To determine whether this labeling method accurately characterized “noise” components, the ICA components were also labeled based purely on temporal characteristics of the component time-courses. This involved examination of the LF:HF power, based on a previous method (Allen et al. 2011). LF power was defined as the integral of power from 0.1 to 0.01 Hz, while HF power was defined as the power from 0.2 to 0.67 Hz. The latter was modified from that of Allen et al. (2011), who defined HF power as 0.15–0.25 Hz. Recent studies have determined that resting-state network signatures exist at higher frequencies than previously thought, so the current study increased the minimum frequency to 0.2 Hz and also set the maximum frequency to 0.67 Hz, due to the higher temporal resolution of the HCP multiband acquisition. To calculate the LF:HF power, the integral of power was first calculated within these prespecified ranges for each subject and each component timecourse. Each ICA component was then classified as signal if the mean LF:HF power across all subjects was greater than 2 (i.e., at least twice as much LF as HF power in the component), or was otherwise classified as noise. Comparing the new temporal classification with that of our previous component classification using the Yeo 7 network spatial overlap, we found 90% sensitivity and 89% specificity. Our previous spatial approach classified 65 out of 300 components as signal, while the new temporal approach classified 87 networks as signal. A total of 58 ICs were consistently classified as signal using both approaches and only 7 of the 65 components classified as signal using the Yeo spatial overlap approach were classified as noise using the temporal approach, suggesting that the previous spatial method does a relatively good job at distinguishing between signal and noise components.
The Yeo 7-network parcellation was used to label the ICs for the current study, rather than a finer-grained parcellation, since previous studies have shown that higher model order ICA tends to subdivide larger networks into smaller subnetworks (Kiviniemi et al. 2009; Smith et al. 2009; Abou-Elseoud et al. 2010; Abou Elseoud et al. 2011; Ray et al. 2013). Therefore, the 300-component high model order ICA is used to distinguish sub-networks characterized by each of the individual ICs. The coarse functional labeling is then used to group these components into larger-scale networks.

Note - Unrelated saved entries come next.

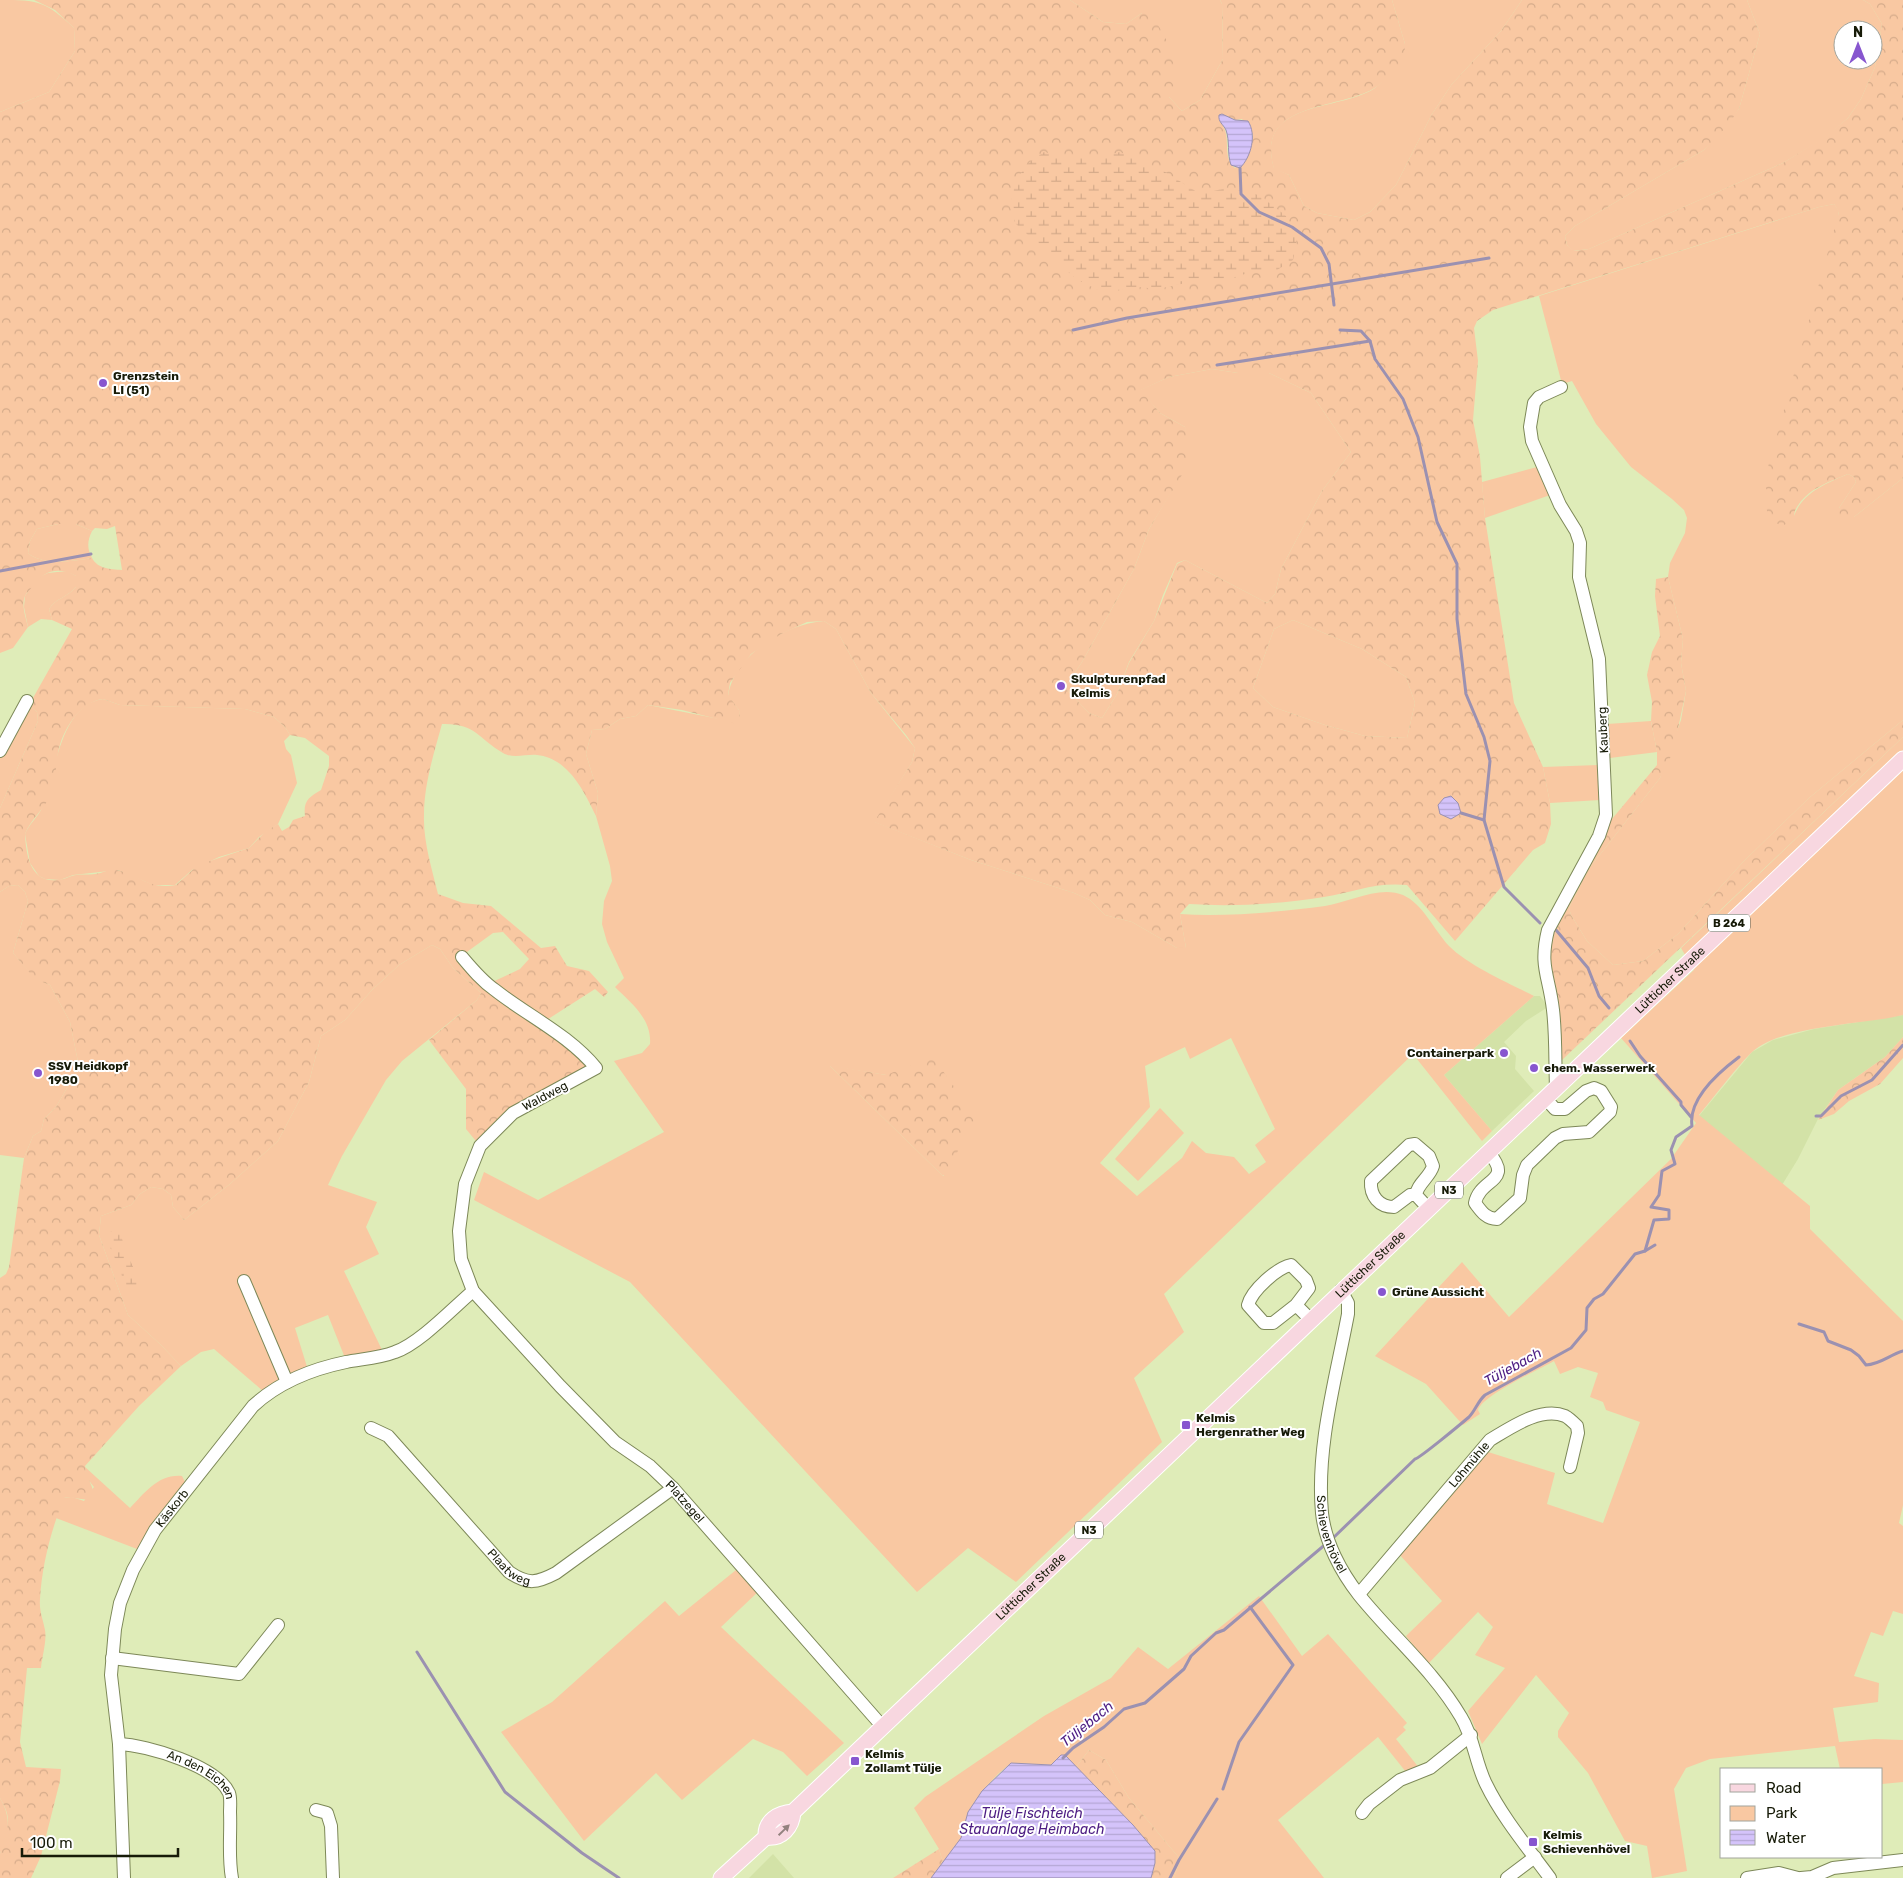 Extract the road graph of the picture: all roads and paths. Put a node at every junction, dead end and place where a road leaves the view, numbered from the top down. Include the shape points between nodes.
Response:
1 (1561, 387) dead end
2 (27, 701) dead end
3 (0, 751) edge
4 (1903, 759) edge
5 (462, 957) dead end
6 (1551, 1093) junction
7 (1489, 1153) junction
8 (1416, 1195) junction
9 (1428, 1208) junction
10 (244, 1281) dead end
11 (1341, 1290) junction
12 (473, 1291) junction
13 (1296, 1305) junction
14 (1311, 1320) junction
15 (287, 1382) junction
16 (370, 1428) dead end
17 (1570, 1467) dead end
18 (672, 1488) junction
19 (1359, 1594) junction
20 (278, 1625) dead end
21 (112, 1658) junction
22 (882, 1726) junction
23 (1471, 1736) junction
24 (119, 1744) junction
25 (316, 1810) dead end
26 (1362, 1813) dead end
27 (1535, 1857) junction
28 (1903, 1860) edge
29 (124, 1878) edge
30 (232, 1878) edge
31 (333, 1878) edge
32 (721, 1878) edge
33 (1507, 1878) edge
34 (1550, 1878) edge
35 (1747, 1878) edge
36 (1800, 1878) edge

1 - 6 street, Kauberg via 1539,397 1534,403 1530,427 1536,450 1580,543 1580,584 1599,659 1606,815 1599,836 1548,930 1545,945 1545,978 1553,1010
2 - 3 street
4 - 6 main road, Lütticher Straße / B 264
5 - 12 street, Waldweg via 494,990 570,1042 596,1068 513,1113 480,1146 464,1184 459,1231 461,1259
6 - 7 main road, Lütticher Straße / N3
6 - 7 street via 1555,1108 1564,1109 1594,1088 1601,1091 1611,1107 1610,1112 1588,1132 1563,1134 1555,1138 1527,1165 1520,1198 1497,1218 1481,1212 1475,1203 1477,1196 1500,1169
7 - 9 main road, Lütticher Straße / N3
8 - 8 street via 1410,1195 1394,1207 1385,1207 1374,1198 1370,1188 1371,1181 1409,1145 1415,1144 1429,1156 1433,1166
8 - 9 street
9 - 11 main road, Lütticher Straße / N3
10 - 15 street
11 - 14 main road, Lütticher Straße / N3
11 - 19 street, Schievenhövel via 1348,1302 1348,1314 1325,1436 1322,1514 1333,1550
12 - 15 street, Käskorb via 401,1349 332,1365
12 - 18 street, Platzegel via 615,1442 650,1466
13 - 13 street via 1309,1288 1292,1264 1283,1266 1250,1298 1248,1305 1264,1323 1273,1322
13 - 14 street
14 - 22 main road, Lütticher Straße / N3
15 - 21 street, Käskorb via 268,1392 253,1406 155,1530 133,1570 120,1603
16 - 18 street, Plaatweg via 388,1436 509,1572 530,1582 542,1581 556,1573
17 - 19 street, Lohmühle via 1578,1433 1577,1426 1566,1416 1546,1413 1490,1440
18 - 22 street, Platzegel
19 - 23 street, Schievenhövel via 1440,1687
20 - 21 street via 239,1674
21 - 24 street, Käskorb
22 - 32 main road, Lütticher Straße / N3 via 793,1812 789,1826 782,1834 766,1837
23 - 26 street via 1430,1768 1400,1780
23 - 27 street, Schievenhövel via 1486,1784
24 - 29 street, Käskorb
24 - 30 street, An den Eichen via 153,1750 218,1778 230,1794
25 - 31 street via 328,1813
27 - 33 street
27 - 34 street, Schievenhövel
28 - 36 street via 1833,1868 1812,1877
35 - 36 street via 1779,1873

Dynamic and Static Connectivity Estimation
For both dynamic and static connectivity, primary ACE models examined heritability of network-wise connectivity and follow-up ACE models examined heritability of edge-wise connectivity. Network-wise estimation involved first computing edge-wise connectivity between all pairs of signal components and then averaging over those connections identified as a particular network pair. For the 6 Yeo networks that were included in the current study, this resulted in 21 network connections (i.e., 6 * 5/2 = 21), including both within- and between-network connections. For edge-wise connections between each of the 65 signal components, this resulted in 2080 connections (i.e., 65 * 64/2).
DCC was used to compute dynamic connectivity (https://github.com/canlab/Lindquist_Dynamic_Correlation) (Lindquist et al. 2014) (please refer to the Supplementary Information for a mathematical description of DCC). Briefly here, DCC is a multivariate volatility method in which the current conditional correlation is updated using a linear combination of past estimates of the conditional correlation and current observations. DCC estimates model parameters through quasi-maximum likelihood methods and therefore, unlike sliding window approaches, does not require an arbitrary window length to be set. Pairwise-dynamic connectivity values were obtained for every time-point of each participant’s 4 resting state runs. A matrix of 2080 edge-wise connectivity values (i.e., all pairwise connections between the 65 signal components) was generated at each of the 2400 time points for each scan session. A matrix of 21 network-wise connectivity values (i.e., all pairwise connections between 6 Yeo networks) was generated at each of the 2400 time points for each scan session. Dynamic connectivity was then summarized as the mean or variance across all time points within a run. Therefore, the DCC mean represented the strength of dynamic connectivity for a run, while the DCC variance represented the variability or flexibility of dynamic connectivity for a run. For each connection, static connectivity was the Pearson’s correlation coefficient between pairwise-signal component time-courses and therefore, represented standard FC across the run. As with the DCC measures, this was first computed within each run and then averaged over runs. ACE modeling was performed on the mean and variance of the dynamic connectivity and on the static connectivity for 21 network connections with follow-up heritability models done on the 2080 edge-wise connections.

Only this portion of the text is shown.